● Goal of the exercise
Reproduce the entries below exactly, but leave the pictures out.

Stored data entries
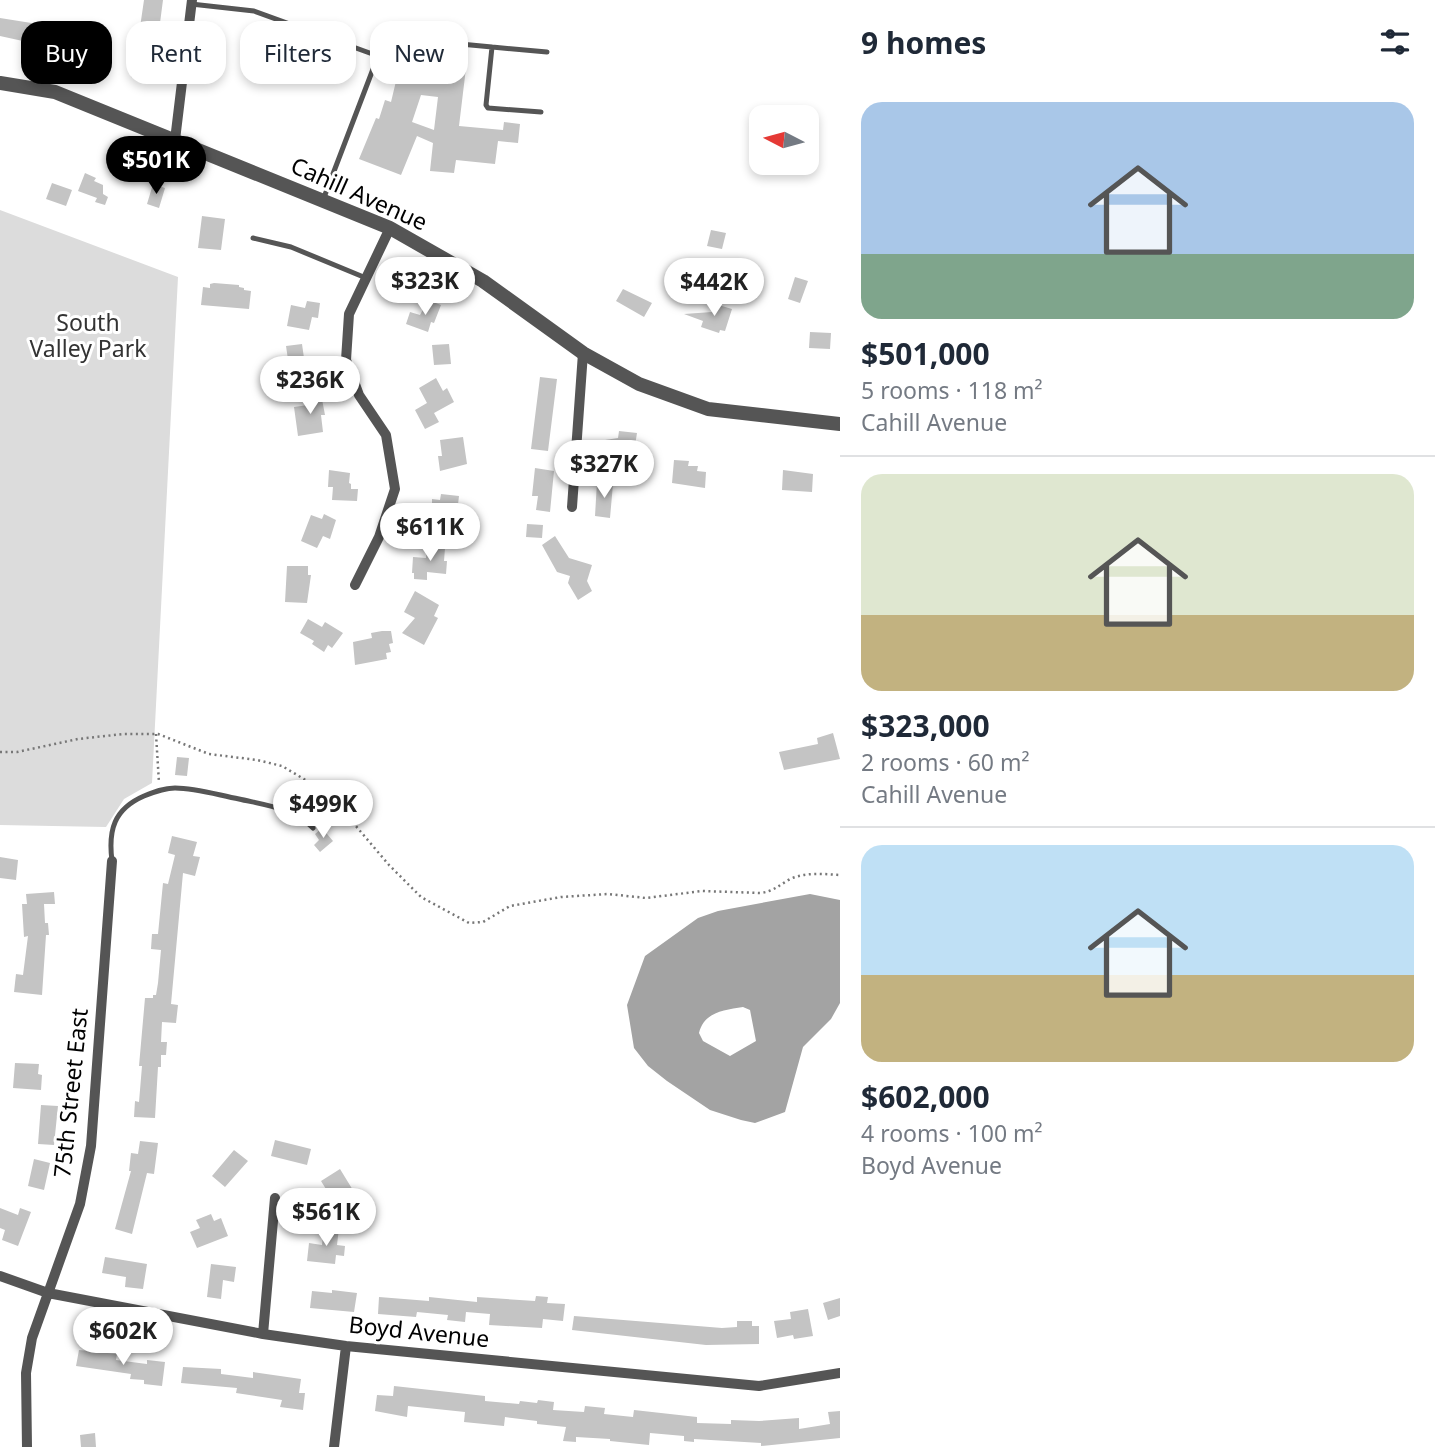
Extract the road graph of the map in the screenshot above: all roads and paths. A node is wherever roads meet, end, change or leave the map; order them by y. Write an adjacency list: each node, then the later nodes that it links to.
1 (192, 2): 5 (lane); 9 (street)
2 (468, 45): 3 (lane)
3 (492, 47): 4 (lane); 8 (lane)
4 (547, 52)
5 (370, 53)
6 (370, 77): 10 (lane)
7 (0, 83): 9 (street, Cahill Avenue)
8 (541, 112)
9 (175, 140): 10 (street, Cahill Avenue)
10 (323, 201): 11 (street, Cahill Avenue)
11 (390, 228): 13 (street); 14 (street, Cahill Avenue)
12 (253, 238): 13 (lane)
13 (366, 278): 17 (street)
14 (583, 353): 15 (street, Cahill Avenue); 16 (street)
15 (840, 424)
16 (572, 506)
17 (355, 585)
18 (156, 734): 19 (path); 20 (path); 23 (path)
19 (0, 752)
20 (160, 790): 21 (lane); 22 (lane)
21 (313, 828)
22 (112, 861): 26 (street, 75th Street East)
23 (840, 875)
24 (275, 1198): 27 (street)
25 (0, 1276): 26 (street, Boyd Avenue)
26 (48, 1293): 27 (street, Boyd Avenue); 30 (street, 75th Street East)
27 (263, 1335): 28 (street, Boyd Avenue)
28 (346, 1346): 29 (street, Boyd Avenue); 31 (street)
29 (840, 1373)
30 (27, 1447)
31 (334, 1447)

● Reply to the exercise
Extract the road graph of the map in the screenshot above: all roads and paths. A node is wherever roads meet, end, change or leave the map; order them by y. Write an adjacency list: each node, then the later nodes that it links to.
1 (192, 2): 5 (lane); 9 (street)
2 (468, 45): 3 (lane)
3 (492, 47): 4 (lane); 8 (lane)
4 (547, 52)
5 (370, 53)
6 (370, 77): 10 (lane)
7 (0, 83): 9 (street, Cahill Avenue)
8 (541, 112)
9 (175, 140): 10 (street, Cahill Avenue)
10 (323, 201): 11 (street, Cahill Avenue)
11 (390, 228): 13 (street); 14 (street, Cahill Avenue)
12 (253, 238): 13 (lane)
13 (366, 278): 17 (street)
14 (583, 353): 15 (street, Cahill Avenue); 16 (street)
15 (840, 424)
16 (572, 506)
17 (355, 585)
18 (156, 734): 19 (path); 20 (path); 23 (path)
19 (0, 752)
20 (160, 790): 21 (lane); 22 (lane)
21 (313, 828)
22 (112, 861): 26 (street, 75th Street East)
23 (840, 875)
24 (275, 1198): 27 (street)
25 (0, 1276): 26 (street, Boyd Avenue)
26 (48, 1293): 27 (street, Boyd Avenue); 30 (street, 75th Street East)
27 (263, 1335): 28 (street, Boyd Avenue)
28 (346, 1346): 29 (street, Boyd Avenue); 31 (street)
29 (840, 1373)
30 (27, 1447)
31 (334, 1447)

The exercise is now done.